Record-breaking heat in 2023

In North America alone, 78 all time records for hottest temperature were broken over the course of June, July and August. In New Iberia, Louisiana, the temperature record was broken four times, peaking at 109 degrees F. Places as far north as Wainwright Airport in Alaska saw temperatures as high as 84 degrees.
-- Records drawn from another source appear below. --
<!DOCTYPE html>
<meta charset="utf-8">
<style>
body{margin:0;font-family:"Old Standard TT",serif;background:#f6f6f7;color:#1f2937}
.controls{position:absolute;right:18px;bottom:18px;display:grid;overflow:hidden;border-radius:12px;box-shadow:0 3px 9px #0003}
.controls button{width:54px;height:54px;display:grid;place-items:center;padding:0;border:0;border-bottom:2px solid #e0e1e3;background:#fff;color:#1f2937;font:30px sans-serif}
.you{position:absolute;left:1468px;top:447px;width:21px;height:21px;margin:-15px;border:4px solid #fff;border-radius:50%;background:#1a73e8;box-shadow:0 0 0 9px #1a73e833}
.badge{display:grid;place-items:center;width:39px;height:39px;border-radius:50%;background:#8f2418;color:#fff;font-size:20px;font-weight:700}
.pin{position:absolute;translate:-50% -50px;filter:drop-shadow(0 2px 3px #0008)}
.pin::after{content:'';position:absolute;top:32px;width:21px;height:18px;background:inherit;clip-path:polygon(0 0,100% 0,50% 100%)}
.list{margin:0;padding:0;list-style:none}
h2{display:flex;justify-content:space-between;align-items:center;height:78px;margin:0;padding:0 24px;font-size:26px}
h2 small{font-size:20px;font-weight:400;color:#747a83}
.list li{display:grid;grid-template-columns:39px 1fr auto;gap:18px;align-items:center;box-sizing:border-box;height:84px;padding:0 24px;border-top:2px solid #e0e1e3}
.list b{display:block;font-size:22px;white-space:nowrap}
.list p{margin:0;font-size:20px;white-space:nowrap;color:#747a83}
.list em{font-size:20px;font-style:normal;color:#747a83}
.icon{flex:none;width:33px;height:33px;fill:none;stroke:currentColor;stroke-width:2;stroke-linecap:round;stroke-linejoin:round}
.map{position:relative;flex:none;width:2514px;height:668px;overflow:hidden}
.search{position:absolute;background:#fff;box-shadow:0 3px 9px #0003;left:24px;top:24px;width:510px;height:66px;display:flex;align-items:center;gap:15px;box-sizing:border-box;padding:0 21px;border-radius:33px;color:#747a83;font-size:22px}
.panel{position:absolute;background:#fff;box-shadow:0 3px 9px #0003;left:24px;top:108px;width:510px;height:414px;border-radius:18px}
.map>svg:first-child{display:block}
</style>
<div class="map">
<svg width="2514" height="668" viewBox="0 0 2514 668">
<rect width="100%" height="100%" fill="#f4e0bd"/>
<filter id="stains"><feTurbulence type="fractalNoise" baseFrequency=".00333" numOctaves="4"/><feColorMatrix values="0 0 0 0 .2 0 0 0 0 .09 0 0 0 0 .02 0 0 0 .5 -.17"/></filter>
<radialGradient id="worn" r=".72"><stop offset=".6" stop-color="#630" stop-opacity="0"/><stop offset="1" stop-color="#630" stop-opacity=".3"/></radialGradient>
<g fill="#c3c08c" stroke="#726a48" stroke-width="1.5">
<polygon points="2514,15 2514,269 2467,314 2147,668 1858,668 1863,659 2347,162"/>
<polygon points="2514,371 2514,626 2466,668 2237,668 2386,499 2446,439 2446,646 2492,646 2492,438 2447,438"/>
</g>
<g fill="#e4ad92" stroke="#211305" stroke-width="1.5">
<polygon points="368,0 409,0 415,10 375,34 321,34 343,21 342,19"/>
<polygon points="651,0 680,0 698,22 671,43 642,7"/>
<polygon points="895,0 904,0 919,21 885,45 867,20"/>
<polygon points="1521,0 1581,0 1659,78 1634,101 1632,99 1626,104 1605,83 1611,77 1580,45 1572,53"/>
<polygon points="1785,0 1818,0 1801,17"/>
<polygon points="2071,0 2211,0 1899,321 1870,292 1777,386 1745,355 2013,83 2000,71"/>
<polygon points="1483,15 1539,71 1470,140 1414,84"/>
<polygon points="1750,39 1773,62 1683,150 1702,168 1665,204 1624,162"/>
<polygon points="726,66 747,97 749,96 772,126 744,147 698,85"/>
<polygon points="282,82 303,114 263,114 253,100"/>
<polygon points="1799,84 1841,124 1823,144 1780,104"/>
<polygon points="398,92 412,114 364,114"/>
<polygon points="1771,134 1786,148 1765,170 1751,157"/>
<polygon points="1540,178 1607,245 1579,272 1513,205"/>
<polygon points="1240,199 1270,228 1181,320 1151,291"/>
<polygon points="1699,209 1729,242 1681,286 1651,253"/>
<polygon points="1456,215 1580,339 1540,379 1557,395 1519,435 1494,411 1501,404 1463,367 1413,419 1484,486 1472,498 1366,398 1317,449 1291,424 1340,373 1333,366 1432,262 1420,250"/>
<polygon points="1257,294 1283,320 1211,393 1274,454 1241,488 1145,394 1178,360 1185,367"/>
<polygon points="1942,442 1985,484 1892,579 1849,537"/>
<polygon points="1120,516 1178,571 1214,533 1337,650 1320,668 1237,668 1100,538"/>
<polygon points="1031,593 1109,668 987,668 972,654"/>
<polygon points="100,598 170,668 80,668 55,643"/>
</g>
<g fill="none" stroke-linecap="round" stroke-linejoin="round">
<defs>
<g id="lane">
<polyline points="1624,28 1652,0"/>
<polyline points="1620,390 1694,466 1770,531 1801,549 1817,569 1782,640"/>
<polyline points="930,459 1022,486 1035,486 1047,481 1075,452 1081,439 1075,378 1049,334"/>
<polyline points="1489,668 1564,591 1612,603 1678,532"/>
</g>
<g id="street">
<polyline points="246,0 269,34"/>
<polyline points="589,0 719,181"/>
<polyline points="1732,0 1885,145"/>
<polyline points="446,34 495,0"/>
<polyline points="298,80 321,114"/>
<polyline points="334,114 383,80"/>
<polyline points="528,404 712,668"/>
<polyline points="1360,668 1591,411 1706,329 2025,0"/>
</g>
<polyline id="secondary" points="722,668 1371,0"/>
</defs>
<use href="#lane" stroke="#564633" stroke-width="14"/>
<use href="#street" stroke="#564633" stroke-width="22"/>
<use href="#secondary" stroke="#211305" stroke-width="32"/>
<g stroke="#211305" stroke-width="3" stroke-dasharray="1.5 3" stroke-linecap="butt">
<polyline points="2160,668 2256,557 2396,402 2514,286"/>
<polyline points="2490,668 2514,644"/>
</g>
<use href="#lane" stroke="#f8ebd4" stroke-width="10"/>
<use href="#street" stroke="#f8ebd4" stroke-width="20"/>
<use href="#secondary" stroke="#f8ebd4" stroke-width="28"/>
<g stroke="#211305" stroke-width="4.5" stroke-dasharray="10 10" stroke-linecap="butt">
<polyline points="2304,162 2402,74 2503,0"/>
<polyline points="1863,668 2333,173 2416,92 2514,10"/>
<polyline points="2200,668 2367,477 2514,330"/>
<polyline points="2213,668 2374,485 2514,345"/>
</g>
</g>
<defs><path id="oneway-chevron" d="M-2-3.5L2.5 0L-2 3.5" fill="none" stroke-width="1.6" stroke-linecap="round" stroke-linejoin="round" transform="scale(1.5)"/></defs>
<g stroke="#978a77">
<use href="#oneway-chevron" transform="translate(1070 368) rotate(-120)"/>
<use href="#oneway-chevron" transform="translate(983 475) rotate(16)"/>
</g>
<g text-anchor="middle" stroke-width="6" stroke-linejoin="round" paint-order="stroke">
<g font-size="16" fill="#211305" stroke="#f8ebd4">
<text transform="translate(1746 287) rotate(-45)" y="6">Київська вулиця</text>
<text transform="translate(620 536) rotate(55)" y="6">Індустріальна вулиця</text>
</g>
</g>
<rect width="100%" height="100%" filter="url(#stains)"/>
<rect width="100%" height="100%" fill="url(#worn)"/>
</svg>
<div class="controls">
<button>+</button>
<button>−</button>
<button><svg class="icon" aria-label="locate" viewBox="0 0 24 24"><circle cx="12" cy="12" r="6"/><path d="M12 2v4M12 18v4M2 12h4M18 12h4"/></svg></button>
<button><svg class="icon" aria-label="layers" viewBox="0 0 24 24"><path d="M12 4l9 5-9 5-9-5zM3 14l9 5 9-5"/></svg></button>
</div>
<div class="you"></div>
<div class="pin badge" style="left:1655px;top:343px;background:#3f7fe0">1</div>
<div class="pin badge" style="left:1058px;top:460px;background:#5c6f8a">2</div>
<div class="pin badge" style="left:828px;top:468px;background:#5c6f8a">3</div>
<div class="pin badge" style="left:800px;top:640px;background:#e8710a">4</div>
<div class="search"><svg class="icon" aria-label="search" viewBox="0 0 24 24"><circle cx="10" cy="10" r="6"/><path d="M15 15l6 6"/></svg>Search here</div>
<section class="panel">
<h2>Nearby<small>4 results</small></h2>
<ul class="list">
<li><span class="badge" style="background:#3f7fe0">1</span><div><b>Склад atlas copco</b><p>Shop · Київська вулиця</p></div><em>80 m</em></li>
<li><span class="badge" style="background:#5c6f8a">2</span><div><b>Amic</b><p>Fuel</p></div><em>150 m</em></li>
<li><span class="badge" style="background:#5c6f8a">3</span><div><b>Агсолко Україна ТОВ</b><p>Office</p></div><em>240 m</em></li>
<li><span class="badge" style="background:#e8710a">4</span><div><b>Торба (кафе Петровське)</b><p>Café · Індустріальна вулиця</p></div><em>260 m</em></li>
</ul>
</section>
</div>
graphic by Christina Shintani

Humidity makes the heat deadly

Extreme heat events like these present a serious danger to human health. That threat is multiplied when instances of high temperature coincide with high humidity— interrupting the ability of the human body to cool off through evaporating sweat. A recent paper co-authored by Woodwell Climate risk team authors, Drs. Christopher Schwalm, David Byrne, Zach Zobel, and Kelly Gassert and Abby Lute, defines “lethal heat” as a wet bulb temperature (a measure combining heat and humidity) of 35 degrees C (95 degrees F). Prolonged exposure— over 6 hours— to temperatures exceeding this can result in death even for a healthy person keeping hydrated in the shade.

map by Christina Shintani

According to the paper, instances of deadly heat waves are increasing with climate change. Already, with over a degree of warming, parts of Northern India are seeing annual heat events. By just two degrees of warming— a milestone we are currently on track to hit by mid-century— a quarter of the world is expected to experience a lethal heat event at least once in a decade. A significant subset of the world, particularly regions of India, Africa, South America, and the Southeastern US, can expect deadly heat conditions at least once a year at that point, and the area will expand wider with each half degree of warming.

map by Christina Shintani

It’s a forecast that highlights the urgency of acting to mitigate warming and developing local and regional strategies to prepare communities to handle high heat and humidity events when they do come. 

“It puts this past year’s heat waves into somber perspective,” says Dr. Schwalm. “Without action, we put a lot more, potentially billions, of people at risk of heat stress or death on an annual basis. It’s a significant public health concern.”